**Your task**
Search the records for lines that contain the word "Nebraska". Copy them all.

===

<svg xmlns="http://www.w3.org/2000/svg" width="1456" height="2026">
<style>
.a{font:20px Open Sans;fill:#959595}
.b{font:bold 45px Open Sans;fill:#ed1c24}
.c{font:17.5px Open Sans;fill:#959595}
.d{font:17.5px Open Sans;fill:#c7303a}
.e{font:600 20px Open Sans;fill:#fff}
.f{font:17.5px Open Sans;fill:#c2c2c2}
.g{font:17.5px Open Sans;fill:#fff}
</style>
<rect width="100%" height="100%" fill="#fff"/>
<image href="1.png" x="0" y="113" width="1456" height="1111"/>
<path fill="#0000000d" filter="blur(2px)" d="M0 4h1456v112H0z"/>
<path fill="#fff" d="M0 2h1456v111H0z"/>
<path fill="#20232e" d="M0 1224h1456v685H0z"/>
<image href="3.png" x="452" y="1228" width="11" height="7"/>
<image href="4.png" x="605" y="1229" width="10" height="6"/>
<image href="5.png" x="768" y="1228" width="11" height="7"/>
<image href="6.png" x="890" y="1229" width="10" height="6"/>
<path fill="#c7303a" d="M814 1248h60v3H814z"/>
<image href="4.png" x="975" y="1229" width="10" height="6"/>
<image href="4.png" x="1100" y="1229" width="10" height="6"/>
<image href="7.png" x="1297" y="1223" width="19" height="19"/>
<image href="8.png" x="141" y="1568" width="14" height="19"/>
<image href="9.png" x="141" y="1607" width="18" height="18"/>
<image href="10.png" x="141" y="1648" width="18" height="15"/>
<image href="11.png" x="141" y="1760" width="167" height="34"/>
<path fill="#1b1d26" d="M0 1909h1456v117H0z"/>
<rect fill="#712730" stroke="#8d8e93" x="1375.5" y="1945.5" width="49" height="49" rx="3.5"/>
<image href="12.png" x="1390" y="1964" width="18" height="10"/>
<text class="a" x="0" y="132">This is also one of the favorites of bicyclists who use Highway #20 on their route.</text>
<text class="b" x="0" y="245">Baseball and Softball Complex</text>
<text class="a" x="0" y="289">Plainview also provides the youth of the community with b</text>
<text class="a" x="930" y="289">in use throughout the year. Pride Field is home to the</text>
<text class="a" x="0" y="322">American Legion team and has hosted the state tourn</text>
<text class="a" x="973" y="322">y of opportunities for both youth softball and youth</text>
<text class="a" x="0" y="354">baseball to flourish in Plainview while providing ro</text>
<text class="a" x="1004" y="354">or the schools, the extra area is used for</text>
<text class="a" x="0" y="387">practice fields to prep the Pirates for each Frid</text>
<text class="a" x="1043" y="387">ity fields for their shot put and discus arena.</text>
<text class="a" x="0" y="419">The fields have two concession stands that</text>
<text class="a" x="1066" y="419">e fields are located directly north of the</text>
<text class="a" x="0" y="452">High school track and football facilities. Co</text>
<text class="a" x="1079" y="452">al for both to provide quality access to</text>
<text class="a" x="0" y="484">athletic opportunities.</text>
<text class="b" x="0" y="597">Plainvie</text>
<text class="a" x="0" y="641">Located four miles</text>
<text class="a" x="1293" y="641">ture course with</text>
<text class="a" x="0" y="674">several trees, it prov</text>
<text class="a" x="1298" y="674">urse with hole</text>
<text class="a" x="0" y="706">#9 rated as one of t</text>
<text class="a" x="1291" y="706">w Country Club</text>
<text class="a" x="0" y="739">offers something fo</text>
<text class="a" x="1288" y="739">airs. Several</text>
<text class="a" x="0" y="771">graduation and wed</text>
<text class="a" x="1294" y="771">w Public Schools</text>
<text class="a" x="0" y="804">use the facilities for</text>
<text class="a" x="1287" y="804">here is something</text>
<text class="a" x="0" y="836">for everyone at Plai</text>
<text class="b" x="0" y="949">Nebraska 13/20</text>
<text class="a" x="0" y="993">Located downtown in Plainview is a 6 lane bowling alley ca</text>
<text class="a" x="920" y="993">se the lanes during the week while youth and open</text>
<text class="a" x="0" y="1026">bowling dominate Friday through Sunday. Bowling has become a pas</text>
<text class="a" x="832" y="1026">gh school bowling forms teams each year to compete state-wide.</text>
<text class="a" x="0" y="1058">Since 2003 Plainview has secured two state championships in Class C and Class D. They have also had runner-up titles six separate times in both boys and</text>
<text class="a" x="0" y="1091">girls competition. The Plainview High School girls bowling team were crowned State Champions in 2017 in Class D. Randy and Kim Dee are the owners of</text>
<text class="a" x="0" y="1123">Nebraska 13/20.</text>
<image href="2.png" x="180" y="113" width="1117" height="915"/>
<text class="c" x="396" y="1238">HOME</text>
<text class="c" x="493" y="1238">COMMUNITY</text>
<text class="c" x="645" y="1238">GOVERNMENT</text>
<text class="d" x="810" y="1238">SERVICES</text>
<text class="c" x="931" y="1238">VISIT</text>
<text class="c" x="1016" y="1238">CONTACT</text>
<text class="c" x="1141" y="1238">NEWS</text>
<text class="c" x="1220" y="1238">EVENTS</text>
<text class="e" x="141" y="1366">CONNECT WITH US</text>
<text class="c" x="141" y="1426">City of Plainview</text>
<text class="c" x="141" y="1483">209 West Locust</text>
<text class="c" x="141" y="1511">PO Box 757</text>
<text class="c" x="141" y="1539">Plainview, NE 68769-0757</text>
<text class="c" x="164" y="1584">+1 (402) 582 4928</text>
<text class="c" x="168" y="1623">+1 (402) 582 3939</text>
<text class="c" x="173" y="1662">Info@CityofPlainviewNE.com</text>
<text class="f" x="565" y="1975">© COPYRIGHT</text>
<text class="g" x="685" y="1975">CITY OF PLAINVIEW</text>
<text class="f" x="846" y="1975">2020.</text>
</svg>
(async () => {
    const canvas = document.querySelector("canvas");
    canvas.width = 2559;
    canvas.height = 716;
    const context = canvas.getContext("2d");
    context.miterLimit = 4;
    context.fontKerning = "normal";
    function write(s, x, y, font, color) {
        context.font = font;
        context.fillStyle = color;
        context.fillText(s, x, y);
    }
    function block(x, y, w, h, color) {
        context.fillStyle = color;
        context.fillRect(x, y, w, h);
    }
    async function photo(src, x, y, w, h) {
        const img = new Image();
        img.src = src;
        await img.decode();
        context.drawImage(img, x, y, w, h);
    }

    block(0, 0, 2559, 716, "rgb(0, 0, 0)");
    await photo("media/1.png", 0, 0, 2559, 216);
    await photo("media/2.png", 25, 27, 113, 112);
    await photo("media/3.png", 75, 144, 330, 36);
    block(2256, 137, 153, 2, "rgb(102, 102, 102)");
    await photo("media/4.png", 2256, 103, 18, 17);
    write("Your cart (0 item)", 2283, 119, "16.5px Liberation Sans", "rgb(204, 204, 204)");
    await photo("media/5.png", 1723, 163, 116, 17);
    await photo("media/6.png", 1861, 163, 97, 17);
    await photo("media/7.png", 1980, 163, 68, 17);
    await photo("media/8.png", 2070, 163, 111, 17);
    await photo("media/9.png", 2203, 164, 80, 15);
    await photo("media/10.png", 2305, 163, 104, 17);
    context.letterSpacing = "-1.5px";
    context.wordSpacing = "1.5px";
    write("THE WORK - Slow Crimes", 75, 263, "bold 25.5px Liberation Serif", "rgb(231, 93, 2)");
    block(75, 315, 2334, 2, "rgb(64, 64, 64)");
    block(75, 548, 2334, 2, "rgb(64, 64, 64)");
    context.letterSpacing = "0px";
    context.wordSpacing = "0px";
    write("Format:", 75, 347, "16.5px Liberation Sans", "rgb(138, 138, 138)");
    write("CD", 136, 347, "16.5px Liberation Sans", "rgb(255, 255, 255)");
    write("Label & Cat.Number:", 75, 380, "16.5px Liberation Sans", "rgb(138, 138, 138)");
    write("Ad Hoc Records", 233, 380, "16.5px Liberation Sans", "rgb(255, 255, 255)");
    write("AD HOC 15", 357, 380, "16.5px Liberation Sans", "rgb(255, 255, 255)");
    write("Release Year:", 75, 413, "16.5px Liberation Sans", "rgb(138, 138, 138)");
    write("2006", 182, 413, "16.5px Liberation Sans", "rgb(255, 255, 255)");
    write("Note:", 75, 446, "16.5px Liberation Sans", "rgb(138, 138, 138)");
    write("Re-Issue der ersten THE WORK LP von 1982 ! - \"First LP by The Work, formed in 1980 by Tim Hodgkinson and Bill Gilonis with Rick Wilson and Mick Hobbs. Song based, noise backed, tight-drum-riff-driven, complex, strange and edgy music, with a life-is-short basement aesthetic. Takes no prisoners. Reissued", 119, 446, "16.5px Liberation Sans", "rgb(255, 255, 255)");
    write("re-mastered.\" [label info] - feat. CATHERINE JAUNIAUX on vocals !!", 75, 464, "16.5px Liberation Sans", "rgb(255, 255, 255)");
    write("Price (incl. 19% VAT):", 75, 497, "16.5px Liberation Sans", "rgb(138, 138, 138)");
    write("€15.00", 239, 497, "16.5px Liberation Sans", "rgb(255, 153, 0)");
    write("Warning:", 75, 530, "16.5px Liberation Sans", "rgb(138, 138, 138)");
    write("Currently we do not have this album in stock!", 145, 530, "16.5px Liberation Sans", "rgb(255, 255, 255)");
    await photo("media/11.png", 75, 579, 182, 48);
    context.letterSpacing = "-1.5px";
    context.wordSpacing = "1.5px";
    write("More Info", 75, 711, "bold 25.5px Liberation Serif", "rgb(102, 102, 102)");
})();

===

**Exercise output**
<text class="b" x="0" y="949">Nebraska 13/20</text>
<text class="a" x="0" y="1123">Nebraska 13/20.</text>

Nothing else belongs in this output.